Esta asombrosa adaptabilidad es una bendición, pues, a pesar del complejo sistema de
defensa que poseo, estoy sujeto a muchos trastornos. Los tumores pueden tener en mí
efectos catastróficos de muy diversa índole; por fortuna, cuando es posible extirparlos,
se logra sin daño ninguno, y se suelen conseguir curaciones espectaculares.

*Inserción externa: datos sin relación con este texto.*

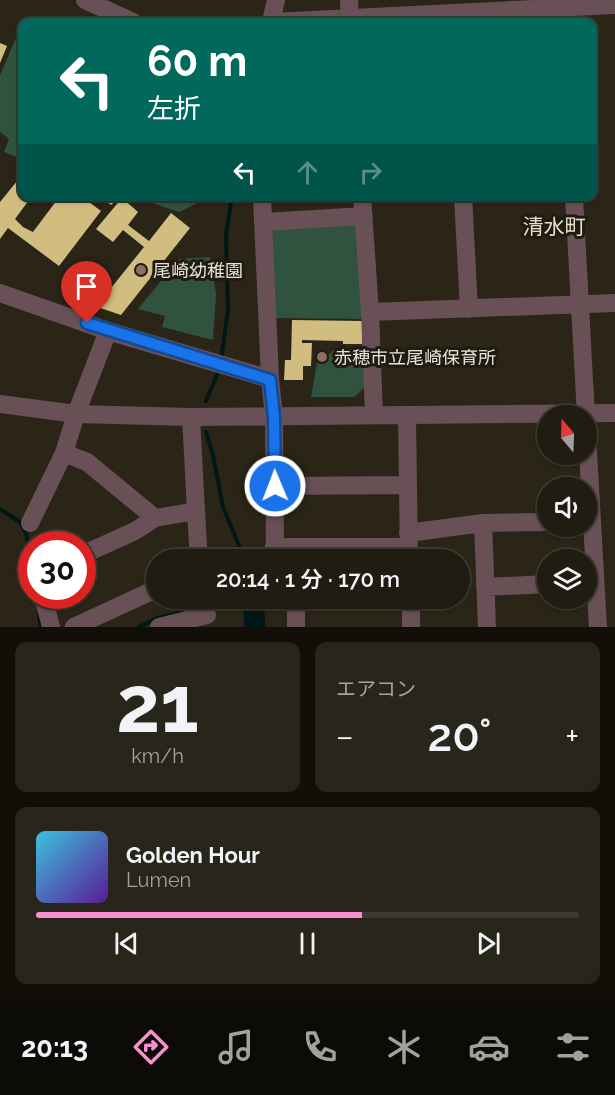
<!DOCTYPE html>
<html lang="ja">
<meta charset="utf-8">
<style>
:root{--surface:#201c11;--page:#28251a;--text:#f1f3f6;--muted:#a2a19f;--line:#3d3a31;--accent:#f790cf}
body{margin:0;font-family:Raleway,"Noto Sans JP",sans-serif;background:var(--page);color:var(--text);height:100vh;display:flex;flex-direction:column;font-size:22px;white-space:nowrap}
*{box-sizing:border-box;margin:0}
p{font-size:20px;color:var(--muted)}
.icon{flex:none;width:33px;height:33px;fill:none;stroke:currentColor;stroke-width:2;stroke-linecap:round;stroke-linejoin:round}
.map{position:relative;height:627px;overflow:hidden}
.details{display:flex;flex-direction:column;gap:15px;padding:15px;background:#120f09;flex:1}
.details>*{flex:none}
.top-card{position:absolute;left:18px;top:18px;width:579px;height:183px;border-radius:12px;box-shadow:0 2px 4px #0004,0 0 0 2px var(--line);background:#00695c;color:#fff;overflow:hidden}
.needle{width:39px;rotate:341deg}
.fabs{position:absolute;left:537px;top:405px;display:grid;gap:12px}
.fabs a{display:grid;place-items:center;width:60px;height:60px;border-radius:50%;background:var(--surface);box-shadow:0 2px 4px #0004,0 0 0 2px var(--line);font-size:30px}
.speed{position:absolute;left:18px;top:531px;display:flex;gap:12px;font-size:30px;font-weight:700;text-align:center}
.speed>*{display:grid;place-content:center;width:78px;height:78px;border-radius:50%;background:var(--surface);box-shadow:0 2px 4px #0004,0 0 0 2px var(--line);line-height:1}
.speed .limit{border:9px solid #d22;background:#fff;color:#111}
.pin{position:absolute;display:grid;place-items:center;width:51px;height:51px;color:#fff;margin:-62px -26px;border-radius:50% 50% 50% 0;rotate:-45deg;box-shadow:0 0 6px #0007}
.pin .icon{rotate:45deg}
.me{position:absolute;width:66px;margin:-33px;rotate:359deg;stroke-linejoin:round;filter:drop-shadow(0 0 4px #0008)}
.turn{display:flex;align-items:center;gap:21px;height:126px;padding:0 30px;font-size:27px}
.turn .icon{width:78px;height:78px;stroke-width:2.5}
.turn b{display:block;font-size:42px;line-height:51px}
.lanes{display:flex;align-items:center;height:57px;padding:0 30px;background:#0003;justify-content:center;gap:30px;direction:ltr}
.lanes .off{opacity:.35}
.big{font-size:45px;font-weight:600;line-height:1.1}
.details .card{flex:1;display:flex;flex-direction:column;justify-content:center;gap:9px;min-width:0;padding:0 21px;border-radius:12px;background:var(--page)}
.details .dial{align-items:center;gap:0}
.dial b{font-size:78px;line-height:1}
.song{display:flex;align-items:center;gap:18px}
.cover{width:72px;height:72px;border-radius:9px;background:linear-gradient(135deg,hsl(190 70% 55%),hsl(270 70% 35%))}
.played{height:6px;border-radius:3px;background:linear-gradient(90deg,var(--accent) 60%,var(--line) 60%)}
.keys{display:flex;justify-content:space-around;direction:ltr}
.heat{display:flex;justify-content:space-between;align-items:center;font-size:33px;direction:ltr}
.details .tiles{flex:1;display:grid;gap:15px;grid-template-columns:1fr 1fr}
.card:last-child{grid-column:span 2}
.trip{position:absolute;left:146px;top:549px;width:324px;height:60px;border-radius:30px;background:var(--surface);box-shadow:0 2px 4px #0004,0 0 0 2px var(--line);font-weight:600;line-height:60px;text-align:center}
.tabs{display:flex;height:96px;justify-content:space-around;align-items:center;background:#0d0b07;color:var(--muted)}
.tabs .icon{width:42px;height:42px}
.tabs .current{color:var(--accent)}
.tabs b{font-size:27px;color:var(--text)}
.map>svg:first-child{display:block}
.green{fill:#2f533e}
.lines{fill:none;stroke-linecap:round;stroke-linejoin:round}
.stream{stroke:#001718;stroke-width:4}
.river{stroke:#001718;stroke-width:21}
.building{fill:#d2bd81}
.minor{stroke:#694f56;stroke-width:18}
.route-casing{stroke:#114b97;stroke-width:15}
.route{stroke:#1a73e8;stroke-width:10}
.education-dot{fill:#8d6e63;stroke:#201b0e;stroke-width:2}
.labels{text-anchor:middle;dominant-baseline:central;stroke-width:6;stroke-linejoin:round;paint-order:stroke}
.poi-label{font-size:18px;fill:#e6e3db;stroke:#201b0e;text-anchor:start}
.quarter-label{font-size:21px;fill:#e4decd;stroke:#201b0e}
</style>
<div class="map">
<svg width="615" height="627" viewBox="0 0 615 627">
<rect width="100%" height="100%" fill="#2a2517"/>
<path class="green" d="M19,31l3,1v127l-18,-7 5,-13 -9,-7v-57z
M134,197h75l-30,15z
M359,224l3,95 -88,-1 -4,-87 4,-5z
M210,257l6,37 -3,46 -51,-13 3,-11 -27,-7 41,-50z
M363,350l2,37 -11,10h-43l6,-34 7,-2 8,-10z"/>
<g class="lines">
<path class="stream" d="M221,360l7,-50 -2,-75 6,-39
M206,401l13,-31
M206,432l7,23 10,52 22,53
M0,509l20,13 6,11 6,31
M217,605l7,-7
M39,614l2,13
M139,627l18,-9 26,-6"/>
<path class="river" d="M253,598l2,29"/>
</g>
<path class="building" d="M0,43l7,3 -7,17z
M22,175v21h10l-17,23 8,8 10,5 27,-36h21l20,15 -42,55 -51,-38 -8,11v-37z
M94,196h22l-4,9z
M122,198l16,14 -10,13 21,16 22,-28 19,15 -69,87 -56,-19 7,-21 39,13 33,-41 -21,-17 -10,12 -17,-13z
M292,320l70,1v23h-19v-3l-41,-1v3h10l-1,23h-8v14h-19l1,-20h6z"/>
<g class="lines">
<path class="minor" d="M85,0l48,22
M349,0l1,22
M271,22l344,-17
M271,22l5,-22
M262,196l8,183 4,38 1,143
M362,196l8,116 4,103
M463,196l6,113
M574,196l12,220
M264,222l100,-6
M0,293l108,38 162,48
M370,312l245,-9
M108,331l-32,83 -12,39 23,9 68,56
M0,404l76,10 115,3 424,-4
M407,415l2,145
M191,417l5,94
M586,417l12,210
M275,486l133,-1
M30,523l34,-70
M483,523l4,104
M408,533l75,-10 65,-1
M274,547h134
M82,555l53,-24 20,-13 41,-7 3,49
M485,587l63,-3
M43,596l8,31
M296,598v29
M411,598v29
M74,627l82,-38
M159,627l48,-12"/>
</g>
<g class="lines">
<defs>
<path id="route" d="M87,323l183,57 4,37 1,69"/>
</defs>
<use href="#route" class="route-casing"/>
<use href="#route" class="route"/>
</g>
<g class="education-dot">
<circle cx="141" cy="270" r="6"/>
<circle cx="322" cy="357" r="6"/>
</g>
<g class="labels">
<g class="poi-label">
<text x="153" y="270">尾崎幼稚園</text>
<text x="334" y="357">赤穂市立尾崎保育所</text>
</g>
<g class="quarter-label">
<text x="554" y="226">清水町</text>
</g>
</g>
</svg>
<div class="fabs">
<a><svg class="needle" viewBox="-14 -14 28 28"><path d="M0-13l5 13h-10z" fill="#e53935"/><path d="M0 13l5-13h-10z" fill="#a2a19f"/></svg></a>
<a><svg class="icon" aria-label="sound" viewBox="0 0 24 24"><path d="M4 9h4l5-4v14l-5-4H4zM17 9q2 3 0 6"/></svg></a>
<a><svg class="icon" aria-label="layers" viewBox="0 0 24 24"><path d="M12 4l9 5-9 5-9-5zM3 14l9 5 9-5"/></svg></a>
</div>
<div class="speed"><div class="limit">30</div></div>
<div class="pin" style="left:87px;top:323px;background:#d93025"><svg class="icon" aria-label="arrive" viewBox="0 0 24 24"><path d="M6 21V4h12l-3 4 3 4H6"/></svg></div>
<svg class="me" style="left:275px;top:486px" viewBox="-20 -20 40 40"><circle r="17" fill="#1a73e8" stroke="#fff" stroke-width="3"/><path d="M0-11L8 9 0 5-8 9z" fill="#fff"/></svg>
<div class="trip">20:14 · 1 分 · 170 m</div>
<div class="top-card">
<div class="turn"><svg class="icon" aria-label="left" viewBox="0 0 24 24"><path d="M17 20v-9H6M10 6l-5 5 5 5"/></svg><div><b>60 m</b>左折</div></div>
<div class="lanes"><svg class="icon" aria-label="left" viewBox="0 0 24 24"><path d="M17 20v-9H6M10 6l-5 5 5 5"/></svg><svg class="icon off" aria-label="ahead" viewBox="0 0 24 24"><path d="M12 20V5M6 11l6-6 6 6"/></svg><svg class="icon off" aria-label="right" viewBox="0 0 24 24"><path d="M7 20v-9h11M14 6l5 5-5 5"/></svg></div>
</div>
</div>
<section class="details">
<div class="tiles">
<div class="card dial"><b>21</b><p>km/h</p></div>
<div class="card"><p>エアコン</p>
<div class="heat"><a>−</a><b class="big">20°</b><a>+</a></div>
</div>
<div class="card">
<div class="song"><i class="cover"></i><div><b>Golden Hour</b><p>Lumen</p></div></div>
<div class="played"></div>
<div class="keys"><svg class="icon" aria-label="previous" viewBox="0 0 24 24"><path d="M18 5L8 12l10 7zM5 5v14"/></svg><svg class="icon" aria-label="pause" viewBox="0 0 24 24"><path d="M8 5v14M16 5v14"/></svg><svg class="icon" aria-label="next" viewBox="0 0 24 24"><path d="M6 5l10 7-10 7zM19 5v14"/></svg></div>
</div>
</div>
</section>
<nav class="tabs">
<b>20:13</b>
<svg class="icon current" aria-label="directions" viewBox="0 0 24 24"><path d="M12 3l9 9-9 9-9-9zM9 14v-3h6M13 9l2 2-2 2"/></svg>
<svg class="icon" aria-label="music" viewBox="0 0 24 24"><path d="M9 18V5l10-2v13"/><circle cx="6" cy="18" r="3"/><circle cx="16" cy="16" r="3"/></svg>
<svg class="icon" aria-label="phone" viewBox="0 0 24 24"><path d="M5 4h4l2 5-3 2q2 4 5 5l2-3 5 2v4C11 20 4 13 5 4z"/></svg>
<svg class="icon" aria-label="climate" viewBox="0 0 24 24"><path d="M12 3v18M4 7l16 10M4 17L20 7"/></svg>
<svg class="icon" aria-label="car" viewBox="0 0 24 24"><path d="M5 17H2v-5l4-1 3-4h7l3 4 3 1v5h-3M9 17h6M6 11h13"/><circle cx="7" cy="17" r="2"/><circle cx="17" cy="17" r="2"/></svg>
<svg class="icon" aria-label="filters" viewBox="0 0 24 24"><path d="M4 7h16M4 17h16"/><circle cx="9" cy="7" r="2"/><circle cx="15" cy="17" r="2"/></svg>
</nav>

La apoplejía es otro padecimiento grave que puede afectarme. Se forma un coágulo en


uno de mis vasos capilares, o una de mis arteriolas se debilita y se rompe; así, el
territorio de ese vaso queda sin riego sanguíneo y no tarda en morir. Los síntomas
varían, desde pequeñas lagunas mentales hasta parálisis total y la muerte del individuo.
En algunos casos es poco lo que se puede hacer para combatir la apoplejía. En otros hay
posibilidad de rehabilitación. El éxito dependerá de la zona afectada y de su extensión
mayor o menor.

Un tercer enemigo mío es la conmoción cerebral. A pesar del efecto amortiguador del
líquido que me rodea y de la protección que me brinda la fortaleza ósea donde estoy
encerrado, sufro a veces golpes, accidentes o caídas. Reacciono de muchas maneras
diferentes. Puedo hincharme como un dedo contundido. Sólo que, como estoy
constreñido en un recinto cerrado, limitado por una caja ósea, no tengo espacio para
dilatarme. Hay entonces un aumento de la presión intracraneal que puede causar desde
un desmayo hasta la muerte.

Pero, como hemos visto, mi poder de recuperación es extraordinario. Más aún: mis
aptitudes distan mucho de haber llegado a su pleno desarrollo. Si parecen admirables
mis logros actuales (el lenguaje, la memoria, el raciocinio y mis otras maravillas), acaso
no sean nada comparadas con lo que nos depara el futuro. Mis recursos apenas se han
aprovechado en una parte mínima. Mi potencial de perfeccionamiento funcional es
enorme, Los seres humanos que vivan dentro de unos cuantos centenares de miles de
años, acaso me considerarán, en mí estado actual, un órgano tan primitivo como les
parece a los de hoy el cerebro del hombre de Neandertal.